When the mountain calls – climbing Stetind
One photo was enough. I had to climb that mountain. It’s as if the mountain was speaking to me. it’s happened before. Everest called me when I was just 10 years old. I had to climb Everest. It was a dream. And dreams keep popping up. Last time a peak called me was in early february when the ‘sharkfin’ in Patagonia just had to be climbed. It was an amazing adventure.
Last year the mountain Stetind called out through a picture and promised me an extraordinary experience. I don’t know if it’s the shape of it, or just it’s sheer beauty. It it the ’national peak’ of Norway. But last year was too busy and Stetind had to wait. Every climb is a promise of learning something. Each mountain is a teacher of it’s own. And when something is meant to happen, things line up. Both good ones and bad ones. This time my friend and photographer/journalist Emil asked me to climb that same mountain for a job he had to do, and one of my partners needed photos, preferably taken in Norway. Good timing. Having an injured shoulder and still being stomach sick was less good timing. It was even hard to tear myself away from the summer-ocean and friends to get up on a cold rock. But I always love it once I’m there.
Emil picked my up late from the airport. We arrived in darkness and woke up to a grey sky with tiny rain drops. Climbing didn’t happen the first day. Climbing mountains is a lot about patience. We stayed patient, did some computer work sitting in a car and a cafe and had a early camping dinner before sleeping in a tent below the peak.
Next morning the mountain finally came out of hiding and we saw the pointy peak from below. There are several climbing routes and a normal route to get up the peak.
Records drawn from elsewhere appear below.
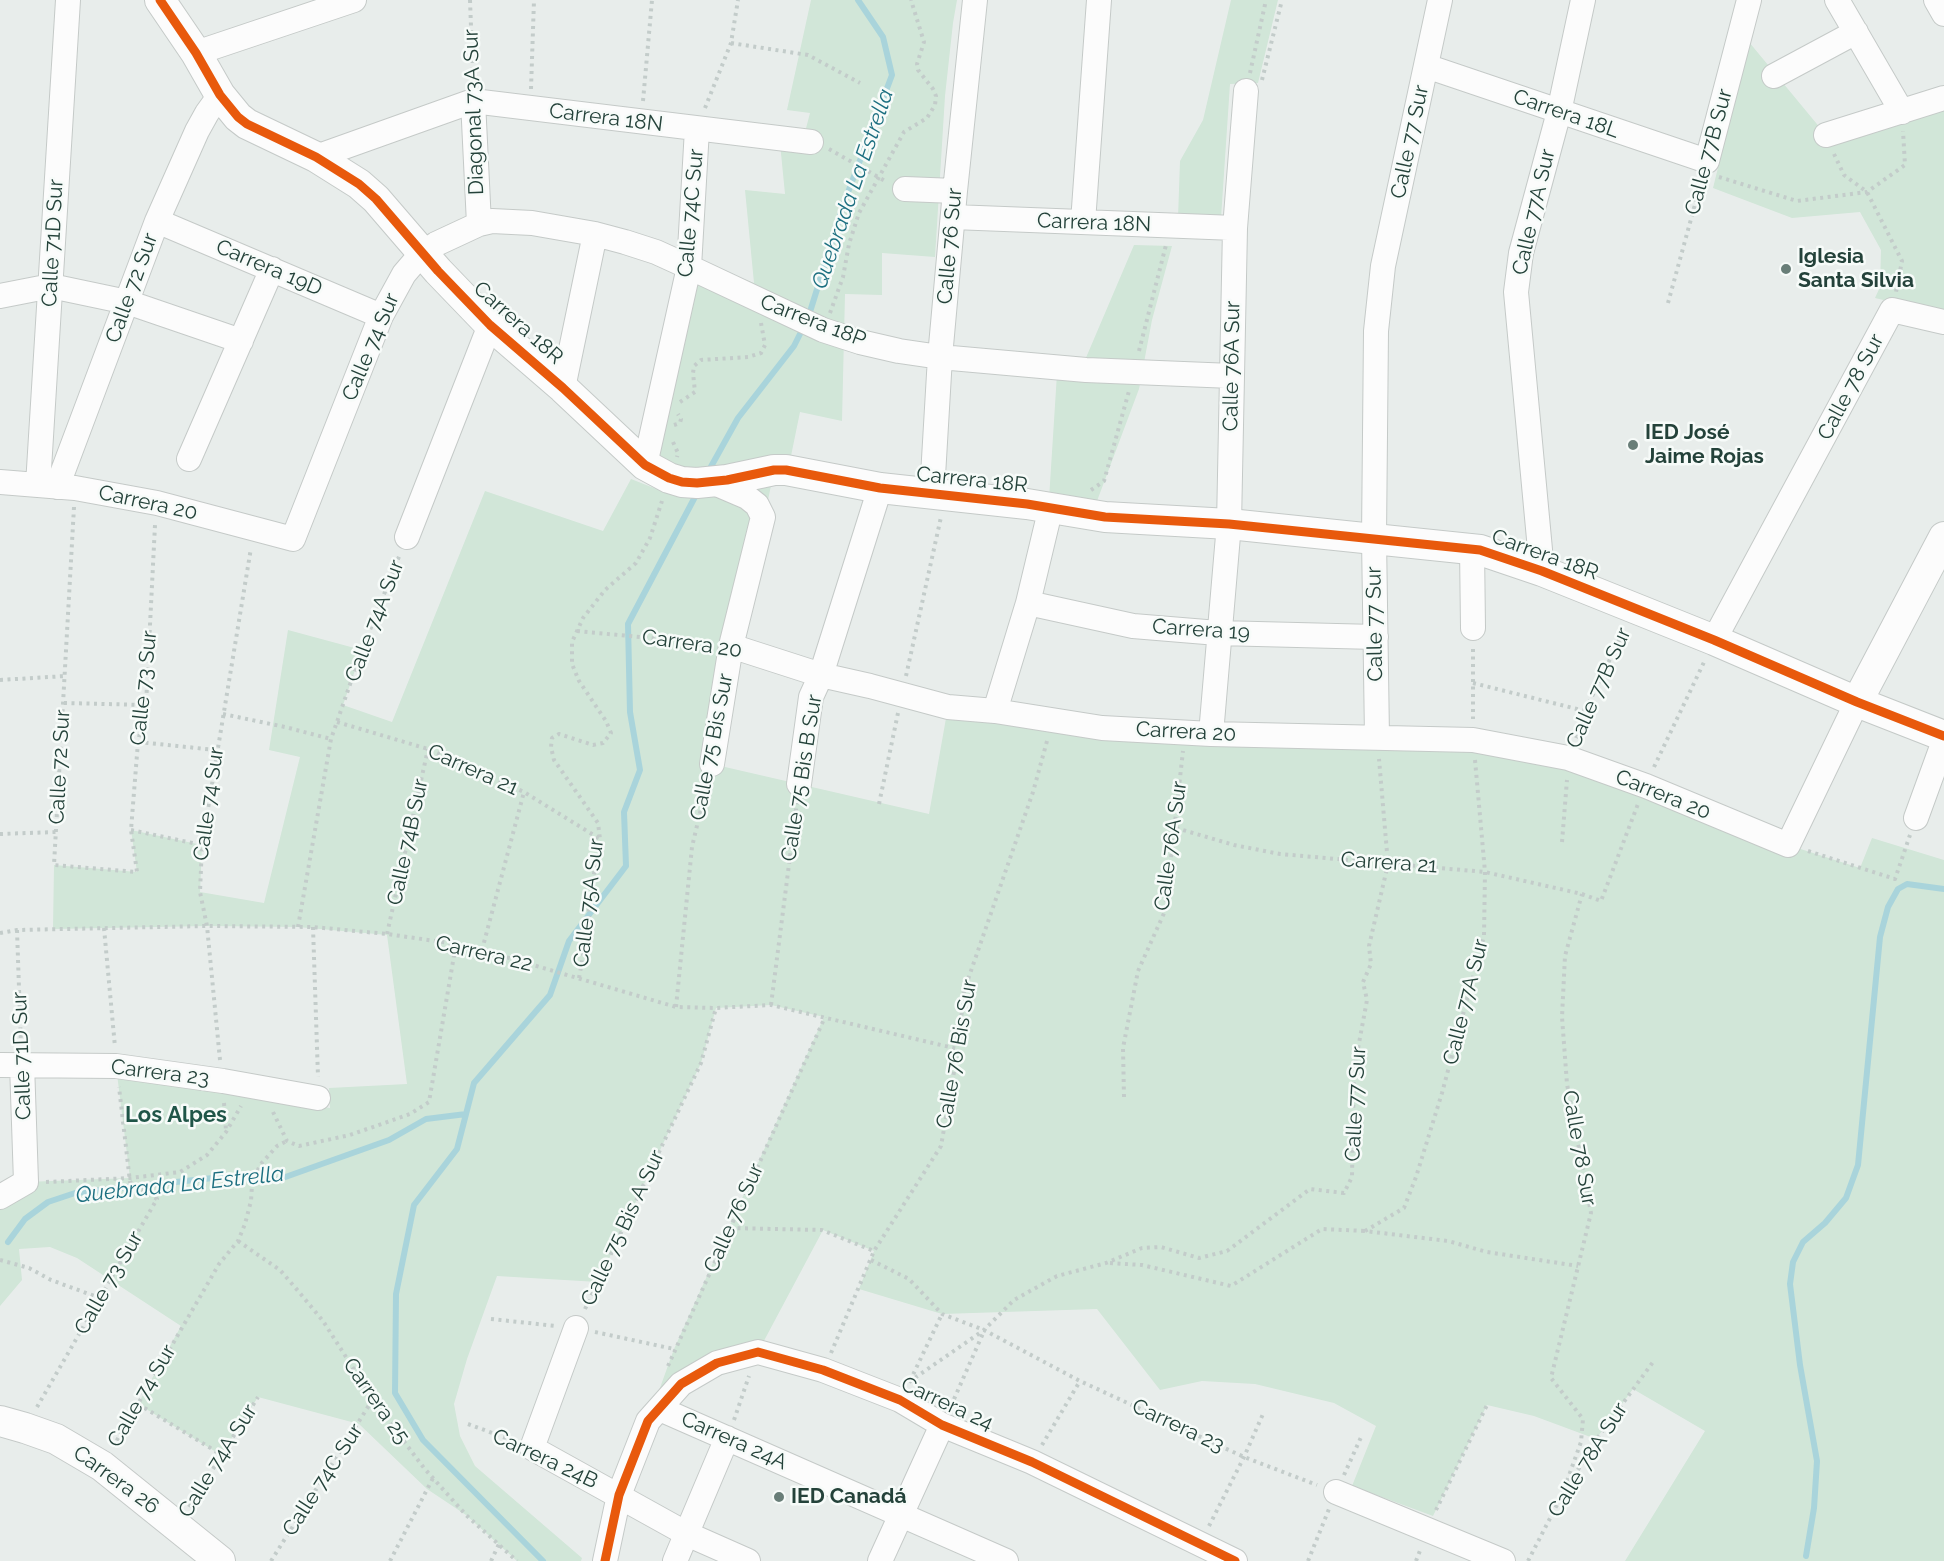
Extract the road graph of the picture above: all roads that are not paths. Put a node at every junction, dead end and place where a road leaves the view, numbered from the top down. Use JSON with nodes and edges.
{"nodes":[{"id":1,"x":68,"y":0,"type":"edge"},
{"id":2,"x":160,"y":0,"type":"edge"},
{"id":3,"x":354,"y":0,"type":"edge"},
{"id":4,"x":975,"y":0,"type":"edge"},
{"id":5,"x":1099,"y":0,"type":"edge"},
{"id":6,"x":1440,"y":0,"type":"edge"},
{"id":7,"x":1583,"y":0,"type":"edge"},
{"id":8,"x":1749,"y":0,"type":"edge"},
{"id":9,"x":1838,"y":0,"type":"edge"},
{"id":10,"x":1936,"y":0,"type":"edge"},
{"id":11,"x":1944,"y":14,"type":"edge"},
{"id":12,"x":1856,"y":32,"type":"junction"},
{"id":13,"x":196,"y":52,"type":"junction"},
{"id":14,"x":1426,"y":66,"type":"junction"},
{"id":15,"x":1774,"y":76,"type":"dead end"},
{"id":16,"x":1246,"y":91,"type":"road end"},
{"id":17,"x":220,"y":95,"type":"junction"},
{"id":18,"x":1944,"y":98,"type":"edge"},
{"id":19,"x":473,"y":101,"type":"junction"},
{"id":20,"x":1559,"y":112,"type":"junction"},
{"id":21,"x":1902,"y":112,"type":"junction"},
{"id":22,"x":697,"y":129,"type":"junction"},
{"id":23,"x":1826,"y":135,"type":"road end"},
{"id":24,"x":811,"y":142,"type":"dead end"},
{"id":25,"x":316,"y":157,"type":"junction"},
{"id":26,"x":1705,"y":166,"type":"joint"},
{"id":27,"x":905,"y":189,"type":"dead end"},
{"id":28,"x":955,"y":191,"type":"junction"},
{"id":29,"x":953,"y":218,"type":"junction"},
{"id":30,"x":157,"y":221,"type":"junction"},
{"id":31,"x":1083,"y":222,"type":"junction"},
{"id":32,"x":479,"y":224,"type":"junction"},
{"id":33,"x":1235,"y":228,"type":"junction"},
{"id":34,"x":595,"y":234,"type":"junction"},
{"id":35,"x":422,"y":254,"type":"junction"},
{"id":36,"x":689,"y":267,"type":"junction"},
{"id":37,"x":272,"y":270,"type":"junction"},
{"id":38,"x":51,"y":286,"type":"junction"},
{"id":39,"x":0,"y":296,"type":"edge"},
{"id":40,"x":127,"y":302,"type":"junction"},
{"id":41,"x":381,"y":316,"type":"junction"},
{"id":42,"x":1944,"y":322,"type":"edge"},
{"id":43,"x":490,"y":325,"type":"junction"},
{"id":44,"x":241,"y":341,"type":"junction"},
{"id":45,"x":940,"y":357,"type":"junction"},
{"id":46,"x":1232,"y":376,"type":"junction"},
{"id":47,"x":563,"y":388,"type":"junction"},
{"id":48,"x":189,"y":459,"type":"dead end"},
{"id":49,"x":657,"y":471,"type":"junction"},
{"id":50,"x":0,"y":482,"type":"edge"},
{"id":51,"x":712,"y":482,"type":"junction"},
{"id":52,"x":57,"y":487,"type":"junction"},
{"id":53,"x":880,"y":488,"type":"junction"},
{"id":54,"x":939,"y":494,"type":"junction"},
{"id":55,"x":1051,"y":507,"type":"junction"},
{"id":56,"x":1229,"y":524,"type":"junction"},
{"id":57,"x":407,"y":537,"type":"road end"},
{"id":58,"x":1944,"y":537,"type":"edge"},
{"id":59,"x":1374,"y":538,"type":"junction"},
{"id":60,"x":293,"y":539,"type":"joint"},
{"id":61,"x":1472,"y":548,"type":"junction"},
{"id":62,"x":1936,"y":570,"type":"edge"},
{"id":63,"x":1542,"y":571,"type":"junction"},
{"id":64,"x":1028,"y":603,"type":"junction"},
{"id":65,"x":1473,"y":628,"type":"road end"},
{"id":66,"x":1218,"y":633,"type":"junction"},
{"id":67,"x":1376,"y":636,"type":"junction"},
{"id":68,"x":1714,"y":640,"type":"junction"},
{"id":69,"x":731,"y":646,"type":"junction"},
{"id":70,"x":821,"y":675,"type":"junction"},
{"id":71,"x":1857,"y":702,"type":"junction"},
{"id":72,"x":995,"y":711,"type":"junction"},
{"id":73,"x":1211,"y":734,"type":"junction"},
{"id":74,"x":1944,"y":736,"type":"edge"},
{"id":75,"x":1377,"y":737,"type":"junction"},
{"id":76,"x":1944,"y":741,"type":"edge"},
{"id":77,"x":711,"y":764,"type":"road end"},
{"id":78,"x":799,"y":784,"type":"road end"},
{"id":79,"x":1916,"y":818,"type":"road end"},
{"id":80,"x":11,"y":1065,"type":"edge"},
{"id":81,"x":318,"y":1098,"type":"road end"},
{"id":82,"x":0,"y":1197,"type":"edge"},
{"id":83,"x":576,"y":1328,"type":"road end"},
{"id":84,"x":654,"y":1415,"type":"junction"},
{"id":85,"x":12,"y":1424,"type":"edge"},
{"id":86,"x":942,"y":1425,"type":"junction"},
{"id":87,"x":728,"y":1438,"type":"junction"},
{"id":88,"x":532,"y":1448,"type":"joint"},
{"id":89,"x":1336,"y":1492,"type":"road end"},
{"id":90,"x":619,"y":1495,"type":"junction"},
{"id":91,"x":901,"y":1515,"type":"junction"},
{"id":92,"x":687,"y":1534,"type":"junction"},
{"id":93,"x":1196,"y":1553,"type":"edge"},
{"id":94,"x":220,"y":1561,"type":"edge"},
{"id":95,"x":604,"y":1561,"type":"edge"},
{"id":96,"x":675,"y":1561,"type":"edge"},
{"id":97,"x":748,"y":1561,"type":"edge"},
{"id":98,"x":880,"y":1561,"type":"edge"},
{"id":99,"x":1006,"y":1561,"type":"edge"},
{"id":100,"x":1235,"y":1561,"type":"edge"},
{"id":101,"x":1503,"y":1561,"type":"edge"}],
"edges":[{"from":1,"to":38,"type":"street","name":"Calle 71D Sur"},
{"from":2,"to":13,"type":"street","name":"Carrera 18R"},
{"from":3,"to":13,"type":"street"},
{"from":4,"to":28,"type":"street","name":"Calle 76 Sur"},
{"from":5,"to":31,"type":"street"},
{"from":6,"to":14,"type":"street","name":"Calle 77 Sur"},
{"from":7,"to":20,"type":"street","name":"Calle 77A Sur"},
{"from":8,"to":26,"type":"street","name":"Calle 77B Sur"},
{"from":9,"to":12,"type":"street"},
{"from":10,"to":11,"type":"street"},
{"from":12,"to":15,"type":"street"},
{"from":12,"to":21,"type":"street"},
{"from":13,"to":17,"type":"street","name":"Carrera 18R"},
{"from":14,"to":20,"type":"street","name":"Carrera 18L"},
{"from":14,"to":59,"type":"street","name":"Calle 77 Sur"},
{"from":16,"to":33,"type":"street","name":"Calle 76A Sur"},
{"from":17,"to":25,"type":"street","name":"Carrera 18R"},
{"from":17,"to":30,"type":"street","name":"Calle 72 Sur"},
{"from":18,"to":21,"type":"street"},
{"from":19,"to":22,"type":"street","name":"Carrera 18N"},
{"from":19,"to":25,"type":"street"},
{"from":19,"to":32,"type":"street","name":"Diagonal 73A Sur"},
{"from":20,"to":26,"type":"street","name":"Carrera 18L"},
{"from":20,"to":63,"type":"street","name":"Calle 77A Sur"},
{"from":21,"to":23,"type":"street"},
{"from":22,"to":24,"type":"street","name":"Carrera 18N"},
{"from":22,"to":36,"type":"street","name":"Calle 74C Sur"},
{"from":25,"to":35,"type":"street","name":"Carrera 18R"},
{"from":27,"to":28,"type":"street"},
{"from":28,"to":29,"type":"street","name":"Calle 76 Sur"},
{"from":29,"to":31,"type":"street","name":"Carrera 18N"},
{"from":29,"to":45,"type":"street","name":"Calle 76 Sur"},
{"from":30,"to":37,"type":"street","name":"Carrera 19D"},
{"from":30,"to":40,"type":"street","name":"Calle 72 Sur"},
{"from":31,"to":33,"type":"street","name":"Carrera 18N"},
{"from":32,"to":34,"type":"street","name":"Carrera 18P"},
{"from":32,"to":35,"type":"street","name":"Calle 74 Sur"},
{"from":33,"to":46,"type":"street","name":"Calle 76A Sur"},
{"from":34,"to":36,"type":"street","name":"Carrera 18P"},
{"from":34,"to":47,"type":"street"},
{"from":35,"to":41,"type":"street","name":"Calle 74 Sur"},
{"from":35,"to":43,"type":"street","name":"Carrera 18R"},
{"from":36,"to":45,"type":"street","name":"Carrera 18P"},
{"from":36,"to":49,"type":"street","name":"Calle 74C Sur"},
{"from":37,"to":41,"type":"street","name":"Carrera 19D"},
{"from":37,"to":44,"type":"street"},
{"from":38,"to":39,"type":"street"},
{"from":38,"to":40,"type":"street"},
{"from":38,"to":52,"type":"street","name":"Calle 71D Sur"},
{"from":40,"to":44,"type":"street"},
{"from":40,"to":52,"type":"street","name":"Calle 72 Sur"},
{"from":41,"to":60,"type":"street","name":"Calle 74 Sur"},
{"from":42,"to":68,"type":"street","name":"Calle 78 Sur"},
{"from":43,"to":47,"type":"street","name":"Carrera 18R"},
{"from":43,"to":57,"type":"street","name":"Calle 74A Sur"},
{"from":44,"to":48,"type":"street"},
{"from":45,"to":46,"type":"street","name":"Carrera 18P"},
{"from":45,"to":54,"type":"street","name":"Calle 76 Sur"},
{"from":46,"to":56,"type":"street","name":"Calle 76A Sur"},
{"from":47,"to":49,"type":"street","name":"Carrera 18R"},
{"from":49,"to":51,"type":"street","name":"Carrera 18R"},
{"from":50,"to":52,"type":"street","name":"Carrera 20"},
{"from":51,"to":53,"type":"street","name":"Carrera 18R"},
{"from":51,"to":69,"type":"street","name":"Calle 75 Bis Sur"},
{"from":52,"to":60,"type":"street","name":"Carrera 20"},
{"from":53,"to":54,"type":"street","name":"Carrera 18R"},
{"from":53,"to":70,"type":"street","name":"Calle 75 Bis B Sur"},
{"from":54,"to":55,"type":"street","name":"Carrera 18R"},
{"from":55,"to":56,"type":"street","name":"Carrera 18R"},
{"from":55,"to":64,"type":"street"},
{"from":56,"to":59,"type":"street","name":"Carrera 18R"},
{"from":56,"to":66,"type":"street","name":"Calle 76A Sur"},
{"from":58,"to":62,"type":"street"},
{"from":59,"to":61,"type":"street","name":"Carrera 18R"},
{"from":59,"to":67,"type":"street","name":"Calle 77 Sur"},
{"from":61,"to":63,"type":"street","name":"Carrera 18R"},
{"from":61,"to":65,"type":"street"},
{"from":62,"to":71,"type":"street"},
{"from":63,"to":68,"type":"street","name":"Carrera 18R"},
{"from":64,"to":66,"type":"street","name":"Carrera 19"},
{"from":64,"to":72,"type":"street"},
{"from":66,"to":67,"type":"street","name":"Carrera 19"},
{"from":66,"to":73,"type":"street","name":"Calle 76A Sur"},
{"from":67,"to":75,"type":"street","name":"Calle 77 Sur"},
{"from":68,"to":71,"type":"street","name":"Carrera 18R"},
{"from":69,"to":70,"type":"street","name":"Carrera 20"},
{"from":69,"to":77,"type":"street","name":"Calle 75 Bis Sur"},
{"from":70,"to":72,"type":"street","name":"Carrera 20"},
{"from":70,"to":78,"type":"street","name":"Calle 75 Bis B Sur"},
{"from":71,"to":74,"type":"street","name":"Carrera 18R"},
{"from":71,"to":75,"type":"street","name":"Carrera 20"},
{"from":72,"to":73,"type":"street","name":"Carrera 20"},
{"from":73,"to":75,"type":"street","name":"Carrera 20"},
{"from":76,"to":79,"type":"street"},
{"from":80,"to":81,"type":"street","name":"Carrera 23"},
{"from":80,"to":82,"type":"street","name":"Calle 71D Sur"},
{"from":83,"to":88,"type":"street","name":"Calle 75 Bis A Sur"},
{"from":84,"to":86,"type":"street","name":"Carrera 24"},
{"from":84,"to":87,"type":"street","name":"Carrera 24A"},
{"from":84,"to":90,"type":"street"},
{"from":85,"to":94,"type":"street","name":"Carrera 26"},
{"from":86,"to":91,"type":"street"},
{"from":86,"to":93,"type":"street","name":"Carrera 24"},
{"from":87,"to":91,"type":"street","name":"Carrera 24A"},
{"from":87,"to":92,"type":"street"},
{"from":88,"to":90,"type":"street","name":"Carrera 24B"},
{"from":89,"to":101,"type":"street"},
{"from":90,"to":92,"type":"street","name":"Carrera 24B"},
{"from":90,"to":95,"type":"street"},
{"from":91,"to":98,"type":"street"},
{"from":91,"to":99,"type":"street","name":"Carrera 24A"},
{"from":92,"to":96,"type":"street"},
{"from":92,"to":97,"type":"street","name":"Carrera 24B"},
{"from":93,"to":100,"type":"street","name":"Carrera 24"}]}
We chose the normal route which is mostly steep hiking before doing some running belays as well as regular belaying on the last part. It’s possible for everyone to reach the little peak by hiking, before going for the ridge over to the main summit. As my friend and partner in work hadn’t climbed multi-pitch for a while, and my shoulder is way beyond climbable we chose to do the normal route. It started by a beautiful hike through birch forest that led into the steep switchbacks on granite and gravel up to the small summit. We geared up and quickly scrambled out way to the crux. It was several hundred meters below and I got in touch with my fear of heights again…My foot slipped of a tiny ledge. I had what my friend calls ‘a freeze’. It took five or ten minutes to gather enough courage to have another go. It was anything but a graceful move upwards but I made it.
The summit ridge was all scrambling and fun. I placed gear every now and then, but the rest of the climb was really easy. There was no sudden summit. It was as big as a small football field but the highest point was marked by a wooden statue. The best reward however, was the view! Endless fjords and rocky peaks; my two favourite types of nature.